The areas and work undertaken in this area vary considerably, from basic advisory projects such as financial reporting and systems (to help instil financial transparency) through to more bespoke topics like strategy, marketing, energy efficiency, corporate governance, and many more.
Through such an approach, advisory work has a direct impact on SME development and performance, particularly as it helps to increase turnover, assists with job creation, improves productivity, and helps SMEs to develop and grow import/export revenues. The role of governments and donors in helping to fund these is heavily underestimated.
An increasing number of countries have developed or are improving their regulatory frameworks and introduced targeted policies to support fintech and promote different initiatives.
Examples of these are included in the areas of women in business, youth, immigrants, and incubators for innovation, while others target particular problems and issues for SMEs, such as addressing payment delays (through introducing e-invoicing systems) and opening up government procurement to SMEs through digitalisation.
A strengthened ecosystem removes barriers to accessing finance, provides improved capacity for both public and private institutions to serve SMEs, and ultimately provides platform advocacy for SMEs; this leads to better policies and regulatory support, stronger institutions, and improvements of market effectiveness.
Access to finance
Not all finance is equal. While in general private debt provided by the banking sector has risen over the past decade in more developed countries, SMEs still traditionally look to private sources of capital. As with bank finance, this has tended to be too short in tenor to support growth or too heavily reliant on providing tangible security. The good news is that there is now notable expansion in the use of alternative financing instruments by SMEs, such as factoring, leasing, and hire purchase.

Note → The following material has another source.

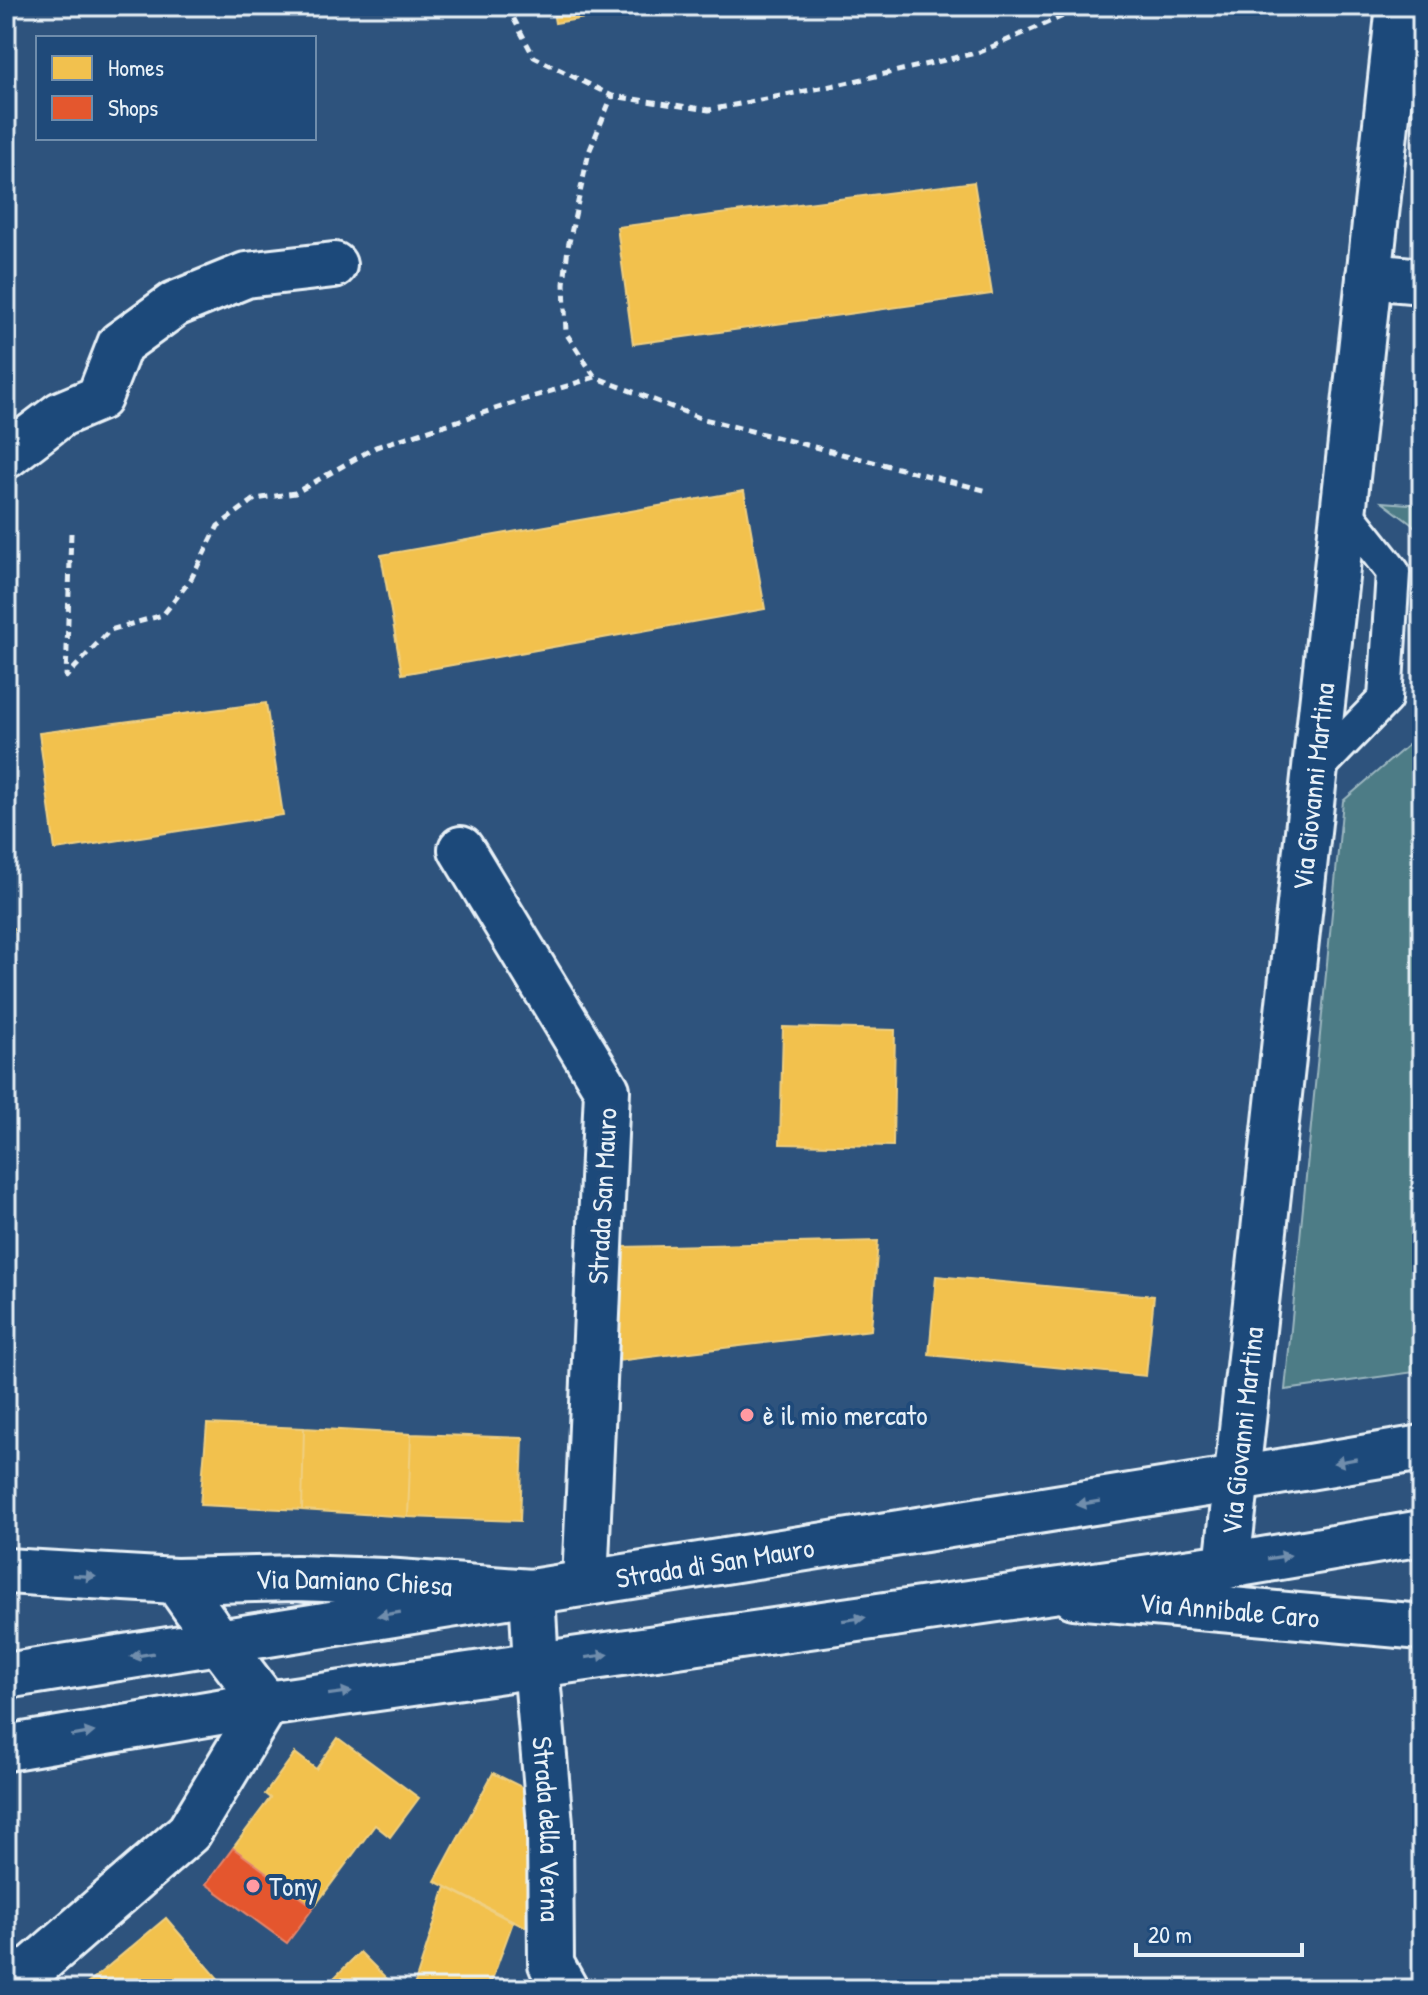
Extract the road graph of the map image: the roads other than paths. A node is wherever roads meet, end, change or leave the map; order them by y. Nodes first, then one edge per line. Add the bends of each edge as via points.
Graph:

Also, to a lesser extent, crowdfunding is playing a role in some markets. In emerging economies, the role of local banks is important but is often supported and supplemented by the international financial institutions (IFIs) who use the local bank to deliver focused programs that help address the policy objectives mentioned above. Many of these come with technical assistance for the banks so that they can develop these activities into sustainable products that they can upscale.
Not one size fits all
In more developed countries, it is the national government and local government agencies to whom the burden/ responsibility falls to develop and finance much of the non-financial work.
While in emerging markets there is a greater role played by bilateral donors (predominantly wealthier nations), IFIs, such as the World Bank, International Finance Corporation, and European Bank for Reconstruction and Development (EBRD); and institutions such as the Organisation for Economic CoOperation and Development and International Council for Small Business cooperate with relevant host governments. In some countries, greater emphasis is on finance, while in others, the transfer of skills and development of basic policy frameworks are urgently needed to allow access to finance to expand.
In Moldova for example, women entrepreneurs are to benefit from greater access to finance as Prime Capital, a local non-bank financial institution, has joined the EBRD Women in Business initiative. Prime Capital will receive a loan of US$2 million equivalent in Moldovan lei for on-lending to women-led businesses. The financing will promote women’s entrepreneurship and participation in business by assisting with access to finance, know-how and technical advice.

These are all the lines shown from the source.